Provided entries:
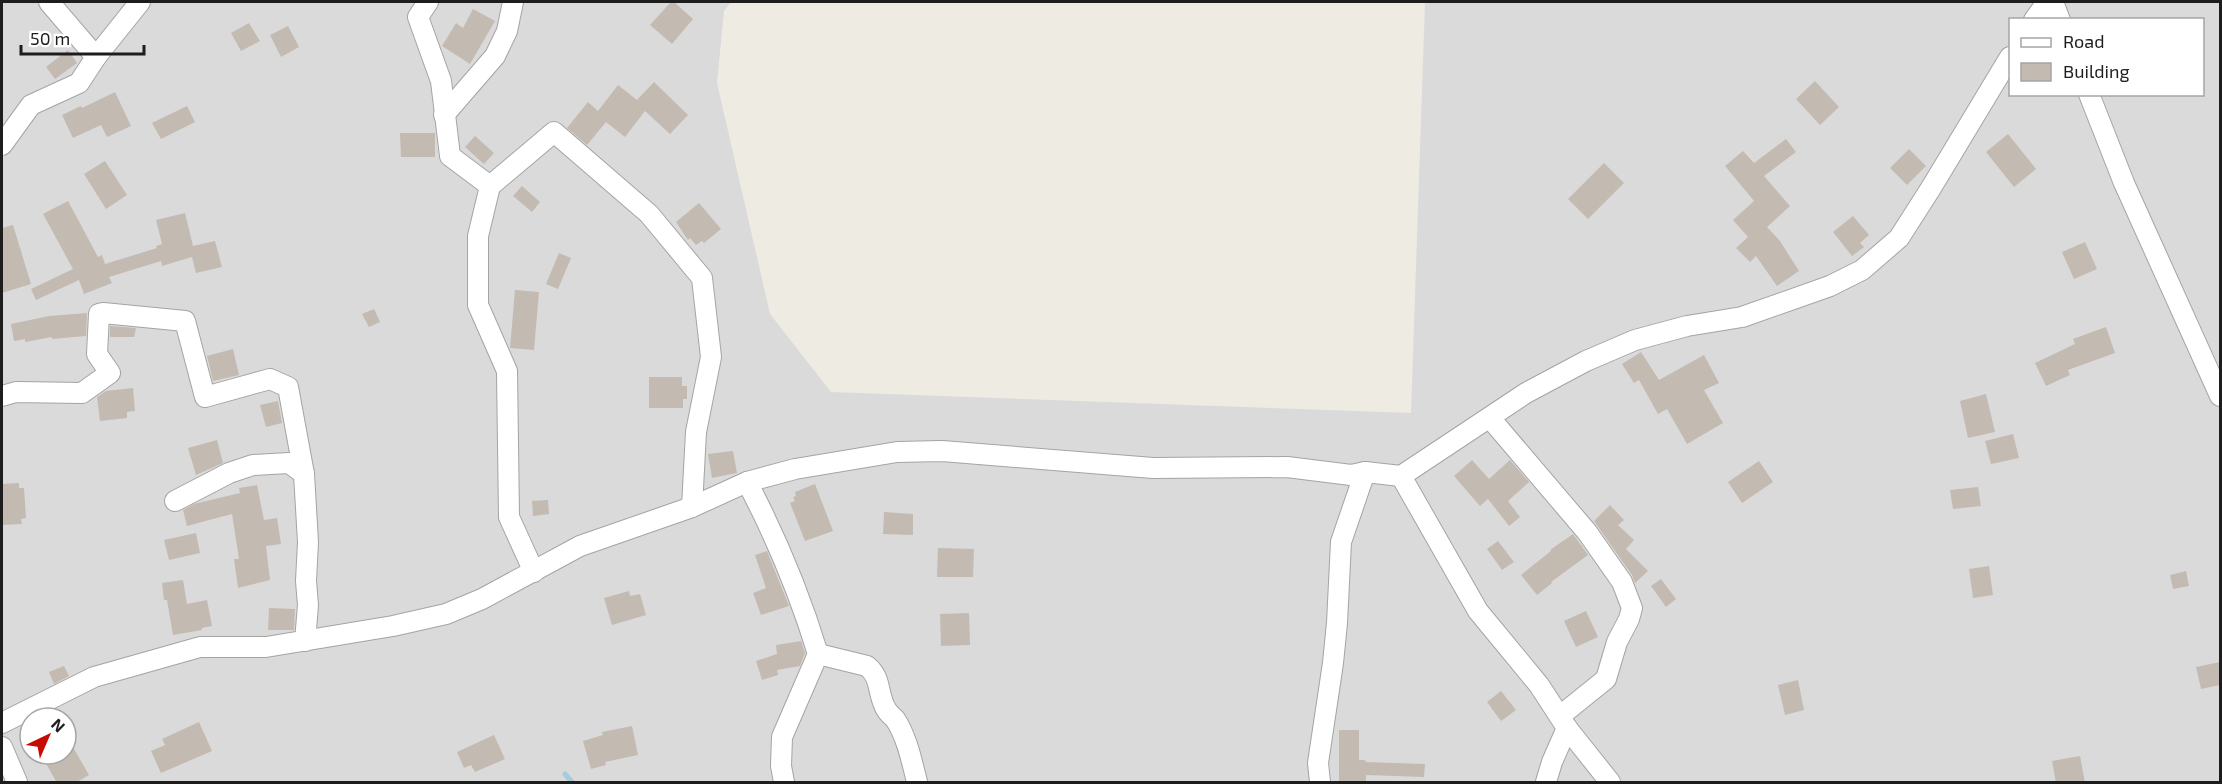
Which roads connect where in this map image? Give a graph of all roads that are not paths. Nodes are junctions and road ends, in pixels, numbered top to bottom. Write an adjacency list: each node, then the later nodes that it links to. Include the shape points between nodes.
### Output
1 (49, 2): 9 (street)
2 (140, 2): 9 (street)
3 (428, 2): 12 (street, via 418,17 441,81)
4 (513, 2): 12 (street, via 507,31 495,56)
5 (2047, 2): 7 (street)
6 (2053, 2): 8 (street)
7 (2035, 18)
8 (2059, 18)
9 (96, 57): 13 (street, via 79,83 31,105)
10 (2009, 59): 17 (street, via 1899,238 1862,270 1830,286 1742,317 1635,340 1526,393)
11 (2090, 96): 16 (street, via 2124,183)
12 (444, 115): 14 (street, via 450,156)
13 (2, 145)
14 (490, 186): 23 (street, via 554,132 649,214 702,278 711,357 696,432); 24 (street, via 478,236 478,305 507,371 509,517)
15 (2, 396): 19 (street, via 16,392 82,393 110,373 97,354 99,314 185,321 205,397 270,379 288,387)
16 (2220, 396)
17 (1490, 418): 20 (street); 27 (street, via 1587,532 1622,582 1632,608 1606,679)
18 (1365, 472): 20 (street); 21 (street, via 1351,475 1287,467 1153,468 942,451 897,452 795,469); 33 (street, via 1341,542 1333,663 1318,763)
19 (303, 474): 22 (street, via 289,463 253,465); 25 (street, via 308,542)
20 (1401, 476): 27 (street, via 1478,610 1539,685)
21 (747, 482): 23 (street); 26 (street, via 805,612)
22 (176, 501)
23 (693, 507): 24 (street, via 580,546)
24 (534, 572): 25 (street, via 446,614)
25 (305, 641): 28 (street, via 266,647 200,646 94,677)
26 (818, 654): 31 (street, via 782,738); 32 (street, via 867,666 873,671 886,709 896,720)
27 (1563, 722): 34 (street); 35 (street)
28 (2, 723)
29 (2, 747): 30 (street)
30 (17, 783)
31 (784, 783)
32 (917, 783)
33 (1320, 783)
34 (1546, 783)
35 (1610, 783)

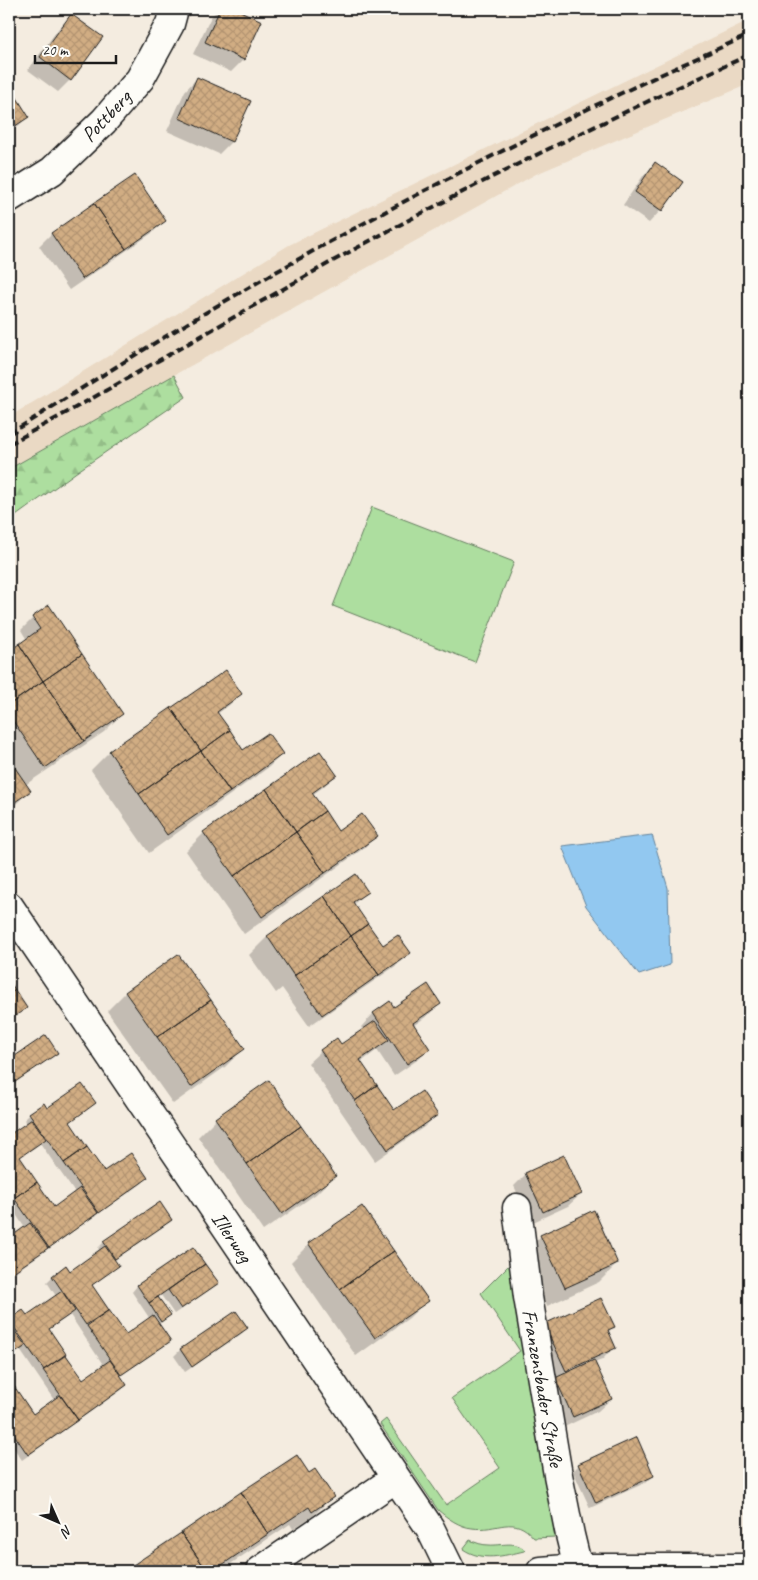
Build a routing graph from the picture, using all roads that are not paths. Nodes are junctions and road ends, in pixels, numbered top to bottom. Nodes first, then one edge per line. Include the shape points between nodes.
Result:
1 (174, 9) edge
2 (9, 198) edge
3 (9, 906) edge
4 (517, 1208) dead end
5 (396, 1478) junction
6 (578, 1568) junction
7 (749, 1568) edge
8 (260, 1571) edge
9 (450, 1571) edge
10 (541, 1571) edge

1 - 2 street, Pottberg via 170,24 140,79 110,114 52,171
3 - 5 street, Illerweg
4 - 6 street, Franzensbader Straße via 528,1297 558,1475
5 - 8 street
5 - 9 street, Illerweg via 430,1528
6 - 7 street
6 - 10 street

Problem to solve:
Pictures stay out, but every record above is to be returned exactly.

Exercise answer:
Which roads connect where in this map image? Give a graph of all roads that are not paths. Nodes are junctions and road ends, in pixels, numbered top to bottom. Write an adjacency list: each node, then the later nodes that it links to. Include the shape points between nodes.
### Output
1 (49, 2): 9 (street)
2 (140, 2): 9 (street)
3 (428, 2): 12 (street, via 418,17 441,81)
4 (513, 2): 12 (street, via 507,31 495,56)
5 (2047, 2): 7 (street)
6 (2053, 2): 8 (street)
7 (2035, 18)
8 (2059, 18)
9 (96, 57): 13 (street, via 79,83 31,105)
10 (2009, 59): 17 (street, via 1899,238 1862,270 1830,286 1742,317 1635,340 1526,393)
11 (2090, 96): 16 (street, via 2124,183)
12 (444, 115): 14 (street, via 450,156)
13 (2, 145)
14 (490, 186): 23 (street, via 554,132 649,214 702,278 711,357 696,432); 24 (street, via 478,236 478,305 507,371 509,517)
15 (2, 396): 19 (street, via 16,392 82,393 110,373 97,354 99,314 185,321 205,397 270,379 288,387)
16 (2220, 396)
17 (1490, 418): 20 (street); 27 (street, via 1587,532 1622,582 1632,608 1606,679)
18 (1365, 472): 20 (street); 21 (street, via 1351,475 1287,467 1153,468 942,451 897,452 795,469); 33 (street, via 1341,542 1333,663 1318,763)
19 (303, 474): 22 (street, via 289,463 253,465); 25 (street, via 308,542)
20 (1401, 476): 27 (street, via 1478,610 1539,685)
21 (747, 482): 23 (street); 26 (street, via 805,612)
22 (176, 501)
23 (693, 507): 24 (street, via 580,546)
24 (534, 572): 25 (street, via 446,614)
25 (305, 641): 28 (street, via 266,647 200,646 94,677)
26 (818, 654): 31 (street, via 782,738); 32 (street, via 867,666 873,671 886,709 896,720)
27 (1563, 722): 34 (street); 35 (street)
28 (2, 723)
29 (2, 747): 30 (street)
30 (17, 783)
31 (784, 783)
32 (917, 783)
33 (1320, 783)
34 (1546, 783)
35 (1610, 783)

Build a routing graph from the picture, using all roads that are not paths. Nodes are junctions and road ends, in pixels, numbered top to bottom. Nodes first, then one edge per line. Include the shape points between nodes.
Result:
1 (174, 9) edge
2 (9, 198) edge
3 (9, 906) edge
4 (517, 1208) dead end
5 (396, 1478) junction
6 (578, 1568) junction
7 (749, 1568) edge
8 (260, 1571) edge
9 (450, 1571) edge
10 (541, 1571) edge

1 - 2 street, Pottberg via 170,24 140,79 110,114 52,171
3 - 5 street, Illerweg
4 - 6 street, Franzensbader Straße via 528,1297 558,1475
5 - 8 street
5 - 9 street, Illerweg via 430,1528
6 - 7 street
6 - 10 street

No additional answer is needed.